I would do following

  1. Not load entire file in memory , read stream line by line.
  2. For each line Split words and add distinct word to "dictionary" ( I mean, use Dictionary Class in .NET ) with their count.

Now to retrieve most frequent word, sort dictionary and get it.

but most solutions are a favoring Trie Data structure for this , please clarify why (also, it would be great if why not hash table over dictionary is clarified ).

Thanks.

Sunil Vurity
  • 830
  • 9
  • 14
  • What means _very large_ exactly? – Tim Schmelter Sep 01 '14 at 22:09
  • 1
    "why not hash table over dictionary": a `Dictionary` *is* a hashtable; it's basically the same as the `Hashtable` class, except that it's generic. – Thomas Levesque Sep 01 '14 at 22:20
  • 2
    Why don't you just try it for yourself. You'll get plenty of help from Google when you query "c# trie class". When you compare how well it does against a Linq query or a Dictionary then you'll discover something that's very, very important to know about the way modern computers work. And be able to ask a good question about it. – Hans Passant Sep 01 '14 at 22:23

2 Answers2

1

I can't help mentioning that not only is this a map-reduce problem, it's the map-reduce problem.

That aside, the reason you would use a trie implementation is for efficiency in looking up each word to increment its count (or for adding a word that does not yet exist in the trie). In a basic trie, the lookup time per word is O(n), where n is the number of characters in the word. Over an entire document, then, with no parallel processing, you would be looking at O(n) time just for lookups, where n is the number of characters in the document. Then, it would be (probably) a depth-first search to retrieve all the words so that you could extract the information you need. Worst-case performance of the depth-first search would be the same O(n), but the expected case would be better due to common prefixes.

If you use a different structure, such as the standard System.Collections.Generic.Dictionary<TKey, TValue>, that involves a hash lookup, the cost is related to the hash lookup and implementation as well as the prevalence of hash collisions. However, even that may not be the major part of the cost. Assume arguendo that the hash lookup is constant-time and trivial. Because equal hash codes do not guarantee equal strings, as the MSDN docs warn repeatedly, it is still necessary to compare strings for equality, which is almost certainly implemented as O(n), where n is the number of characters (for simplicity). So, depending on the implementations of the trie and some hash-lookup-based dictionary, the hash-lookup-based dictionary is likely no better than the trie, and it may well be worse.

One valid criticism of my analysis might be that the lookup at each node in the trie may not be constant-time; it would depend on the collection used to determine the edges to the succeeding nodes.

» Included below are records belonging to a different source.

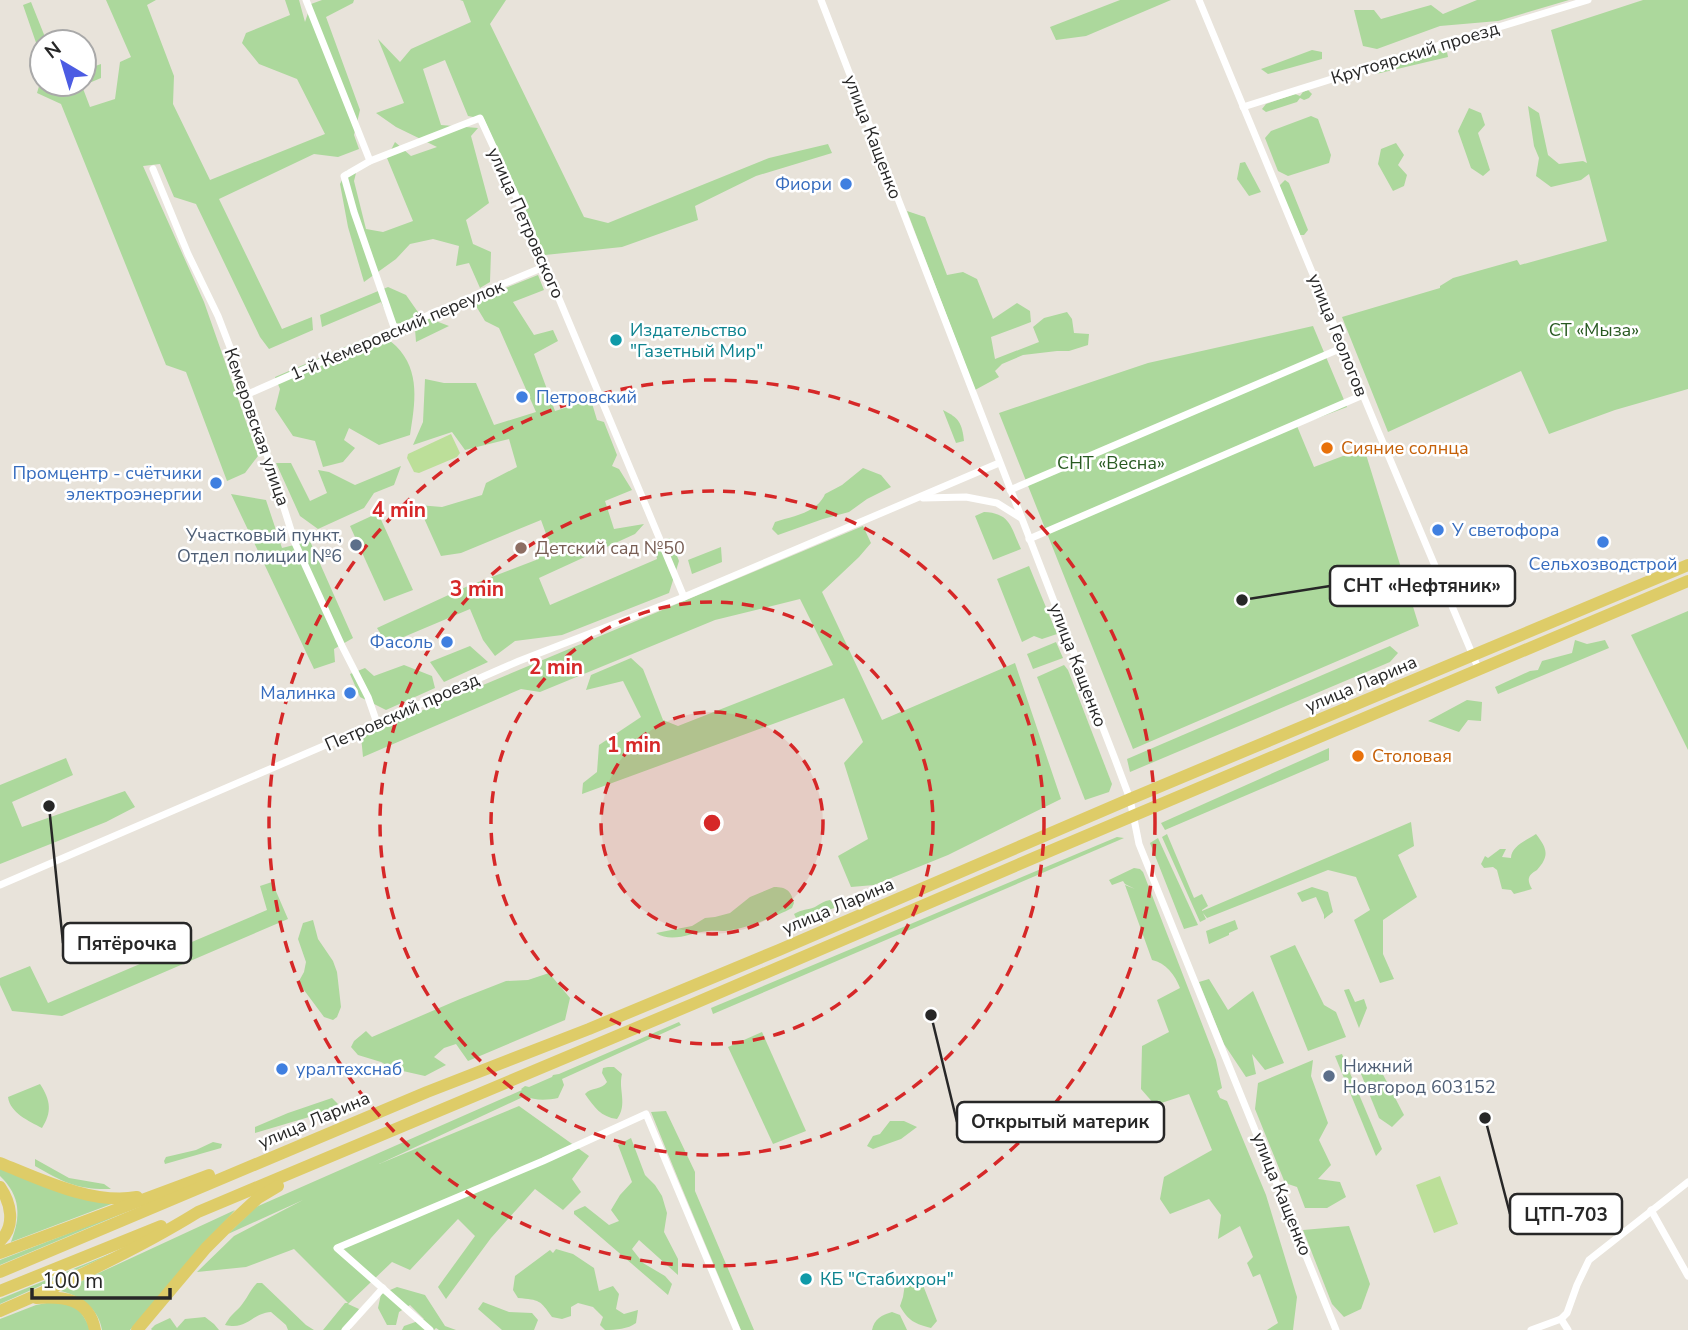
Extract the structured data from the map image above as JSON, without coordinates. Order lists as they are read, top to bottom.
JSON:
{
  "streets": {
    "main road": ["улица Ларина"],
    "street": [
      "Крутоярский проезд",
      "улица Кащенко",
      "улица Петровского",
      "1-й Кемеровский переулок",
      "улица Геологов",
      "Кемеровская улица",
      "Петровский проезд"
    ]
  },
  "crossings": [
    ["Крутоярский проезд", "улица Геологов"],
    ["улица Кащенко", "улица Ларина"],
    ["улица Кащенко", "Петровский проезд"],
    ["улица Петровского", "1-й Кемеровский переулок"],
    ["улица Петровского", "Петровский проезд"],
    ["1-й Кемеровский переулок", "Кемеровская улица"],
    ["улица Геологов", "улица Ларина"],
    ["Кемеровская улица", "Петровский проезд"]
  ],
  "parks": ["СТ «Мыза»", "СНТ «Весна»"],
  "places": [
    "Фиори",
    "Издательство \"Газетный Мир\"",
    "Петровский",
    "Сияние солнца",
    "Промцентр - счётчики электроэнергии",
    "У светофора",
    "Сельхозводстрой",
    "Участковый пункт, Отдел полиции №6",
    "Детский сад №50",
    "СНТ «Нефтяник»",
    "Фасоль",
    "Малинка",
    "Столовая",
    "Пятёрочка",
    "Открытый материк",
    "уралтехснаб",
    "Нижний Новгород 603152",
    "ЦТП-703",
    "КБ \"Стабихрон\""
  ],
  "scale_bar": "100 m",
  "north": "top left",
  "rings": [
    "4 min",
    "3 min",
    "2 min",
    "1 min"
  ]
}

However, a hash-lookup-based dictionary may work well here if we don't care about sorting the keys later. Hash collisions are unlikely when the input is one character, and equality comparisons would be much less involved than with full strings. The insert performance is likely reasonable as well, again depending on the implementation.

However, if you know you are going to determine the top n words by word count, you likely need to keep track of the top n word counts as you go in addition to keeping track of them in the trie. That way, you do not need to recompute the top n after populating the trie.

Andrew
  • 14,325
  • 4
  • 43
  • 64
  • And it's also about memory consumption. It take much less time to keep words from the _very_ large file in trie. In hashmap for every variant of the word you'll have another record. But in trie you'll reusing already existing word parts. – Roman Pushkin Jun 27 '16 at 15:45
  • Your 'the map-reduce problem' link is broken. It's possible the one on this page is comparable but I can't really know, having never seen the original. https://hadoop.apache.org/docs/r2.9.1/hadoop-mapreduce-client/hadoop-mapreduce-client-core/MapReduceTutorial.html – bielawski Jun 14 '18 at 13:12
  • @bielawski Yes, that link seems to be the equivalent, though the old one is on [archive.org](http://web.archive.org/web/20140913140934/http://hadoop.apache.org:80/docs/r0.18.3/mapred_tutorial.html). I'll edit. – Andrew Jun 14 '18 at 22:47
0

You can use File.ReadLines which is similar to a stream-reader.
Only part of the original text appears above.